Tim Sandtler war einer der Pechvögel im Regenchaos von Nürnberg. Der Bochumer fuhr lange Zeit ein klasse Rennen und lag sicher in den Punkterängen. Doch als der große Regen kam, machte das Team eine richtige Entscheidung, die nach hinten los ging. "Ich bin noch eine Runde im Nieselregen gefahren, als es dann aber richtig angefangen hat zu schütten, bin ich sofort zum Reifenwechsel an die Box gefahren", berichtet Sandtler. Zeitgleich schickte die Rennleitung das Safety-Car auf die Strecke, um nur Sekunden später das Rennen zu unterbrechen.

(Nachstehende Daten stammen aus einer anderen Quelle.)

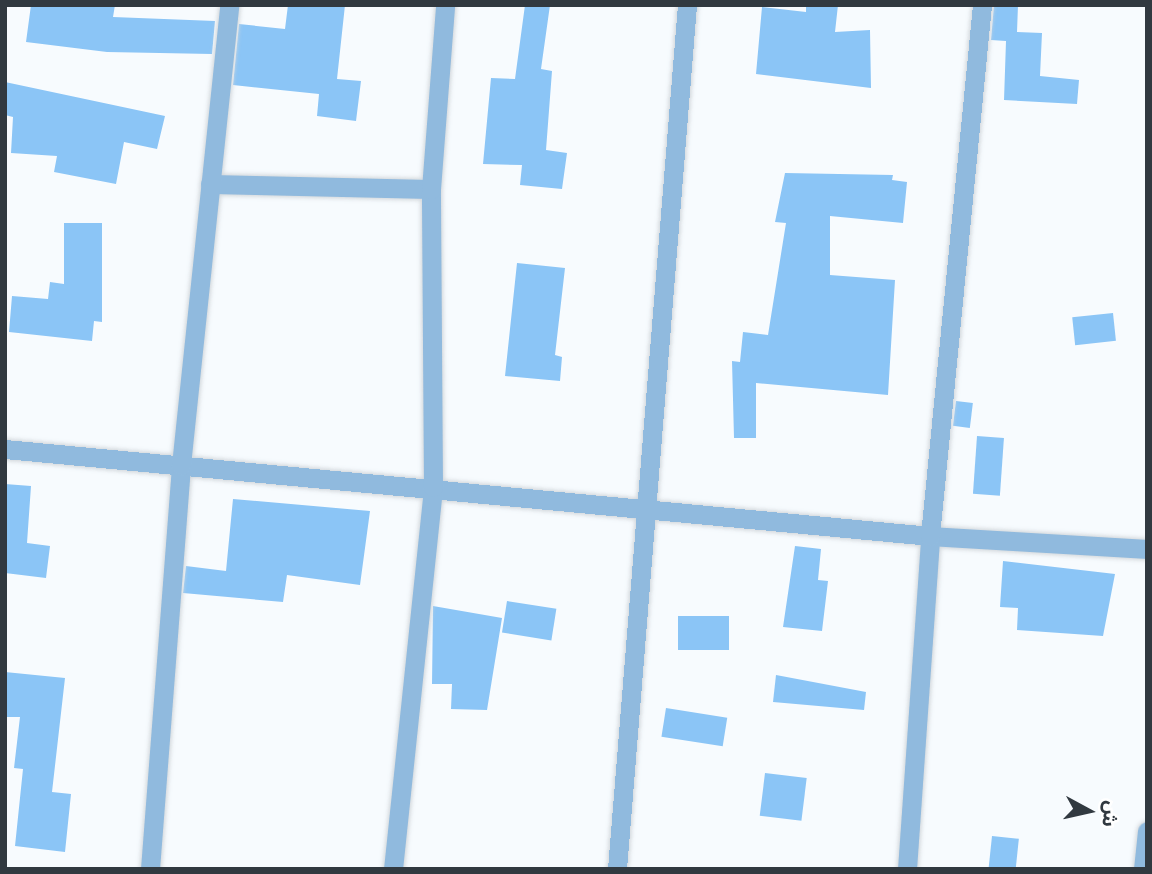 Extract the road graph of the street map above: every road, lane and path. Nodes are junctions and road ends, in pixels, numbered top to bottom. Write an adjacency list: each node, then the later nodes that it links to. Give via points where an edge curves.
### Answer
1 (229, 5): 5 (street)
2 (445, 5): 6 (street)
3 (687, 5): 10 (street)
4 (982, 5): 11 (street)
5 (210, 184): 6 (street); 8 (street)
6 (431, 190): 9 (street)
7 (5, 449): 8 (street)
8 (181, 465): 9 (street); 14 (street)
9 (433, 488): 10 (street); 15 (street)
10 (650, 506): 11 (street); 16 (street)
11 (930, 536): 12 (street); 17 (street)
12 (1147, 549)
13 (1147, 831): 18 (street)
14 (150, 869)
15 (393, 869)
16 (617, 869)
17 (907, 869)
18 (1143, 869)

"Dadurch habe ich einen extremen Nachteil gehabt", erklärt Tim Sandtler gegenüber motorsport-magazin.com. Mit dem Deutschen waren unter anderem Kamui Kobayashi und Yelmer Buurmann an der Box. Dort blieben sie auch erstmal, denn die Ampel am Ausgang der Boxengasse war auf rot geschaltet. "Wir haben fast zwei Runden verloren. Das Safety-Car hätte völlig gereicht. Das war ein klarer Fehler der Rennleitung."

Zuvor lief es sehr gut, ähnlich wie in Brands Hatch. Der Speed ist bei Jo Zeller Racing auf jeden Fall vorhanden. Nur das nötige Glück hat heute gefehlt. "Ich hatte einen guten Start und wäre beinahe an Sebastién Buemi vorbeikommen, doch hat gerade noch rechtzeitig die Tür zugemacht. In der Anfangsphase musste ich mich auf das neue Setup einschießen, danach konnte ich gut mitfahren", so Sandtler, der auch im Regen schnell unterwegs war. "Ich hab im Regen eine der besten Zeiten gefahren. Zwar hab ich mich einmal im Zweikampf mit Kobayashi gedreht, dort aber nur wenig Zeit verloren. Das ganze Rennen war ärgerlich. Morgen stehe ich zwar nur auf Platz 10, werde aber trotzdem alles geben."